Predictive Modeling of Surgically Recalcitrant Chronic Rhinosinusitis Using Integrated Feature Sets
Xindong Zheng1, Yifei Wu1, Yuankai Huo1,2,3
1Department of Computer Science, Vanderbilt University, Nashville, TN, USA.
Ear, Nose, & Throat Journal
|October 31, 2025
Summary
Machine learning models can predict chronic rhinosinusitis (CRS) patient outcomes using clinical and inflammatory data. Integrating multiple data types, especially cytokines and chemokines, improves classification accuracy for both CRS subtypes, aiding in surgical planning.
Area of Science:
- Immunology
- Otorhinolaryngology
- Computational Biology
Background:
- Chronic rhinosinusitis (CRS) is a complex inflammatory condition with varied treatment responses.
- Accurate patient stratification for revision surgery is challenging due to disease heterogeneity.
Purpose of the Study:
- To apply machine learning (ML) to clinical and inflammatory data for classifying CRS patients undergoing revision surgery.
- To identify which data types are most effective for predicting recalcitrant CRS.
Main Methods:
- Utilized data from 634 CRS patients, categorizing features into histopathology, cytokines/chemokines, demographics, comorbidities, and medications.
- Employed random forest (RF) classifiers with leave-one-out cross-validation, training on individual and combined feature sets.
Main Results:
- For CRS without nasal polyps (CRSsNP), cytokine/chemokine markers showed the highest predictive accuracy.

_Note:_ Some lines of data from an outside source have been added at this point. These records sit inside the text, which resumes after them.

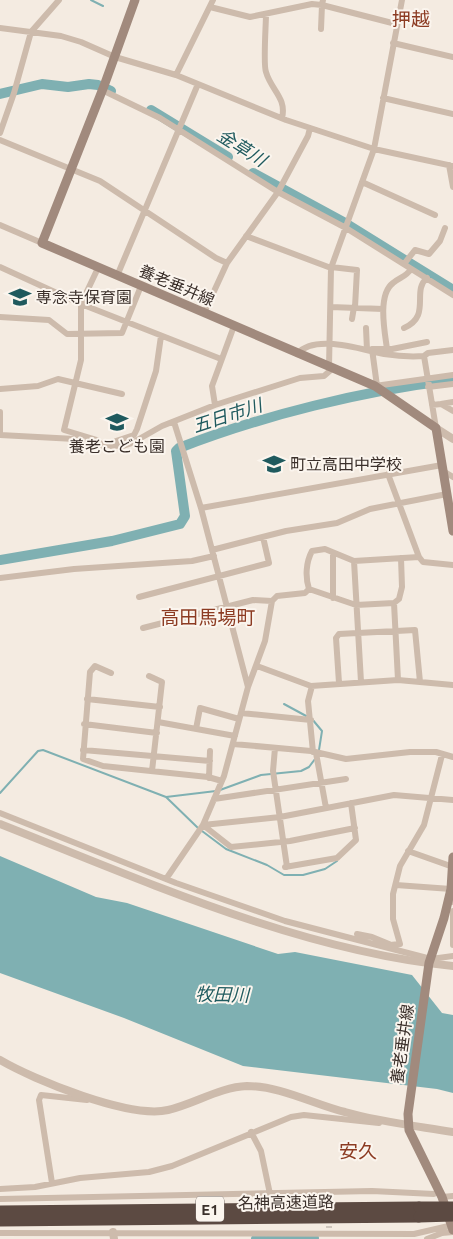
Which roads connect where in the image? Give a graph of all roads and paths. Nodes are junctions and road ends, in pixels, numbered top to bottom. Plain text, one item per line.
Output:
1 (59, 0) edge
2 (134, 0) edge
3 (213, 0) edge
4 (402, 0) edge
5 (322, 3) edge
6 (210, 7) junction
7 (266, 14) junction
8 (396, 24) junction
9 (0, 28) edge
10 (321, 29) dead end
11 (31, 32) junction
12 (393, 43) junction
13 (115, 57) junction
14 (453, 57) edge
15 (176, 75) junction
16 (198, 84) junction
17 (103, 88) junction
18 (383, 98) junction
19 (453, 114) edge
20 (282, 118) junction
21 (1, 125) edge
22 (310, 128) junction
23 (179, 130) junction
24 (0, 132) edge
25 (0, 140) edge
26 (374, 149) junction
27 (451, 166) edge
28 (72, 168) junction
29 (362, 182) junction
30 (453, 187) edge
31 (278, 192) junction
32 (145, 210) junction
33 (436, 215) dead end
34 (0, 225) edge
35 (346, 228) junction
36 (445, 228) dead end
37 (246, 236) junction
38 (42, 243) junction
39 (406, 262) junction
40 (227, 263) junction
41 (0, 267) edge
42 (98, 268) junction
43 (331, 268) junction
44 (411, 269) junction
45 (117, 276) junction
46 (427, 278) junction
47 (140, 286) junction
48 (453, 294) edge
49 (81, 304) junction
50 (355, 306) junction
51 (330, 307) junction
52 (384, 309) junction
53 (204, 313) junction
54 (0, 317) edge
55 (352, 319) dead end
56 (126, 322) junction
57 (234, 326) junction
58 (366, 328) dead end
59 (404, 328) dead end
60 (81, 334) junction
61 (161, 336) junction
62 (427, 342) dead end
63 (330, 344) junction
64 (387, 349) junction
65 (369, 350) junction
66 (453, 350) edge
67 (297, 354) junction
68 (424, 356) junction
69 (221, 360) junction
70 (331, 368) junction
71 (453, 375) edge
72 (427, 378) junction
73 (76, 383) junction
74 (453, 384) edge
75 (428, 388) junction
76 (0, 389) edge
77 (380, 389) junction
78 (122, 394) dead end
79 (453, 402) edge
80 (441, 404) junction
81 (215, 405) junction
82 (432, 405) junction
83 (453, 411) edge
84 (0, 412) edge
85 (174, 422) junction
86 (436, 428) junction
87 (453, 439) edge
88 (103, 446) junction
89 (111, 446) junction
90 (442, 468) junction
91 (388, 474) junction
92 (453, 477) edge
93 (447, 494) junction
94 (397, 503) junction
95 (202, 508) junction
96 (453, 531) edge
97 (263, 537) junction
98 (333, 552) junction
99 (213, 553) junction
100 (419, 557) junction
101 (401, 558) junction
102 (354, 561) junction
103 (453, 565) edge
104 (220, 577) junction
105 (0, 578) edge
106 (309, 589) junction
107 (139, 597) dead end
108 (333, 598) junction
109 (272, 602) junction
110 (394, 604) junction
111 (356, 605) junction
112 (228, 607) junction
113 (143, 628) dead end
114 (395, 630) junction
115 (357, 633) junction
116 (257, 666) junction
117 (111, 673) dead end
118 (149, 676) dead end
119 (398, 680) junction
120 (361, 682) junction
121 (420, 682) junction
122 (339, 683) junction
123 (453, 685) edge
124 (312, 686) junction
125 (248, 687) junction
126 (87, 699) junction
127 (160, 707) junction
128 (240, 716) junction
129 (311, 720) junction
130 (158, 722) junction
131 (84, 724) junction
132 (196, 729) junction
133 (157, 733) junction
134 (235, 736) junction
135 (233, 744) junction
136 (275, 748) junction
137 (83, 750) junction
138 (210, 751) dead end
139 (315, 752) junction
140 (442, 755) junction
141 (155, 757) junction
142 (453, 757) edge
143 (210, 760) junction
144 (152, 770) junction
145 (209, 778) junction
146 (346, 779) dead end
147 (222, 782) junction
148 (321, 783) junction
149 (276, 791) junction
150 (432, 799) junction
151 (214, 800) junction
152 (453, 800) edge
153 (351, 804) junction
154 (326, 808) junction
155 (0, 813) edge
156 (280, 817) junction
157 (0, 824) edge
158 (203, 825) junction
159 (355, 828) junction
160 (282, 842) junction
161 (408, 851) junction
162 (453, 857) edge
163 (453, 867) edge
164 (166, 879) junction
165 (396, 885) junction
166 (451, 889) junction
167 (453, 902) edge
168 (453, 911) edge
169 (357, 934) dead end
170 (452, 935) edge
171 (453, 945) edge
172 (389, 946) junction
173 (453, 956) edge
174 (430, 961) junction
175 (453, 966) edge
176 (0, 1060) edge
177 (98, 1100) junction
178 (393, 1122) junction
179 (408, 1124) junction
180 (251, 1132) junction
181 (453, 1132) edge
182 (52, 1184) junction
183 (20, 1188) junction
184 (0, 1189) edge
185 (329, 1192) junction
186 (270, 1194) junction
187 (440, 1194) junction
188 (453, 1196) edge
189 (0, 1199) edge
190 (329, 1199) tunnel mouth
191 (22, 1202) junction
192 (453, 1207) edge
193 (0, 1211) edge
194 (419, 1212) junction
195 (0, 1221) edge
196 (184, 1224) dead end
197 (453, 1226) edge
198 (184, 1232) junction
199 (0, 1233) edge
200 (114, 1236) edge
201 (245, 1236) edge
202 (321, 1236) edge
203 (393, 1236) edge
204 (427, 1239) edge

1 - 11 street
2 - 13 main road
3 - 6 street
4 - 8 street
5 - 7 street
5 - 8 street
5 - 10 street
6 - 7 street
6 - 15 street
7 - 20 street
8 - 12 street
9 - 11 street
11 - 13 street
11 - 21 street
12 - 14 street
12 - 18 street
13 - 15 street
13 - 17 main road
15 - 16 street
16 - 20 street
16 - 23 street
17 - 23 street
17 - 28 main road
18 - 19 street
18 - 26 street
20 - 22 street
21 - 24 street
22 - 26 street
22 - 31 street
23 - 31 street
23 - 32 street
25 - 28 street
26 - 27 street
26 - 29 street
27 - 30 street
28 - 32 street
28 - 38 main road
29 - 33 street
29 - 35 street
31 - 35 street
31 - 37 street
32 - 40 street
32 - 45 street
34 - 38 street
35 - 39 street
35 - 43 street
36 - 39 street
37 - 40 street
37 - 43 street
38 - 42 main road, 養老垂井線
39 - 44 street
40 - 53 street
41 - 49 street
42 - 45 main road, 養老垂井線
42 - 49 street
43 - 50 street
43 - 51 street
44 - 46 street
44 - 52 street
45 - 47 main road, 養老垂井線
46 - 48 street
46 - 59 street
47 - 53 main road, 養老垂井線
47 - 56 street
49 - 56 street
49 - 60 street
50 - 51 street
50 - 52 street
50 - 55 street
51 - 63 street
52 - 64 street
53 - 57 main road, 養老垂井線
54 - 60 street
56 - 60 street
56 - 61 street
57 - 67 main road, 養老垂井線
57 - 69 street
58 - 65 street
60 - 73 street
61 - 69 street
61 - 89 street
62 - 64 street
63 - 65 street
63 - 67 street
63 - 70 street
64 - 65 street
65 - 68 street
65 - 77 street
66 - 68 street
67 - 70 main road, 養老垂井線
68 - 72 street
69 - 81 street
70 - 77 main road, 養老垂井線
70 - 81 street
71 - 72 street
72 - 75 street
72 - 77 street
73 - 76 street
73 - 78 street
73 - 88 street
74 - 75 street
75 - 82 street
77 - 86 main road, 養老垂井線
79 - 80 street
80 - 82 street
80 - 83 street
81 - 85 street
82 - 86 street
84 - 88 street
85 - 89 street
85 - 95 street
86 - 87 street
86 - 90 main road
88 - 89 street
90 - 91 street
90 - 92 street
90 - 93 main road
91 - 94 street
91 - 95 street
93 - 94 street
93 - 96 main road
94 - 97 street
94 - 100 street
95 - 99 street
97 - 99 street
97 - 104 street
98 - 102 street
98 - 106 street
98 - 108 street
99 - 104 street
99 - 105 street
100 - 101 street
100 - 103 street
101 - 102 street
101 - 110 street
102 - 111 street
104 - 107 street
104 - 112 street
106 - 108 street
106 - 109 street
108 - 111 street
109 - 112 street
109 - 116 street
110 - 111 street
110 - 114 street
111 - 115 street
112 - 113 street
112 - 125 street
114 - 115 street
114 - 119 street
114 - 121 street
115 - 120 street
115 - 122 street
116 - 124 street
116 - 125 street
117 - 126 street
118 - 127 street
119 - 120 street
119 - 121 street
120 - 122 street
121 - 123 street
122 - 124 street
124 - 129 street
125 - 128 street
126 - 127 street
126 - 131 street
127 - 130 street
128 - 129 street
128 - 132 street
128 - 134 street
129 - 139 street
130 - 132 street
130 - 133 street
131 - 133 street
131 - 137 street
132 - 134 street
133 - 141 street
134 - 135 street
135 - 136 street
135 - 147 street
136 - 139 street
136 - 149 street
137 - 141 street
137 - 144 street
138 - 143 street
139 - 140 street
139 - 148 street
140 - 142 street
140 - 150 street
141 - 143 street
141 - 144 street
143 - 145 street
144 - 145 street
145 - 147 street
146 - 148 street
147 - 151 street
148 - 149 street
148 - 154 street
149 - 151 street
149 - 156 street
150 - 152 street
150 - 153 street
150 - 161 street
151 - 158 street
153 - 154 street
153 - 159 street
154 - 156 street
155 - 164 street
156 - 158 street
156 - 160 street
157 - 174 street
158 - 160 street
158 - 164 street
159 - 160 street
159 - 160 street
161 - 163 street
161 - 165 street
162 - 163 main road, 養老垂井線
163 - 166 main road, 養老垂井線
164 - 172 street
165 - 166 street
165 - 172 street
166 - 167 street
166 - 174 main road, 養老垂井線
168 - 170 street
169 - 172 street
170 - 171 street
172 - 174 street
173 - 174 street
174 - 175 street
174 - 179 main road, 養老垂井線
176 - 177 street
177 - 178 street
177 - 182 street
178 - 179 street
178 - 180 street
179 - 181 street
179 - 187 main road, 養老垂井線
180 - 182 street
180 - 186 street
182 - 183 street
183 - 184 street
183 - 191 street
185 - 186 street
185 - 187 street
185 - 190 street
186 - 191 street
187 - 188 street
187 - 197 main road, 養老垂井線
189 - 191 street
192 - 194 highway, 名神高速道路 / E1, bridge
193 - 194 highway, 名神高速道路 / E1
194 - 195 highway, 名神高速道路 / E1
194 - 197 highway, 名神高速道路 / E1, bridge
196 - 198 street
197 - 203 street
197 - 204 street
198 - 200 street
198 - 201 street
199 - 200 street
201 - 202 street
202 - 203 street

- For CRS with nasal polyps (CRSwNP), combining cytokine/chemokine markers with eosinophil/neutrophil markers yielded the best performance.
- Integrating multiple feature sets significantly improved the overall classification model performance.
Conclusions:
- Multimodal data integration substantially enhances predictive modeling for surgical history in CRS patients.
- These findings underscore the value of combining diverse data for improved ML model accuracy in CRS management.
- The study provides a foundation for developing more precise clinical ML tools for CRS.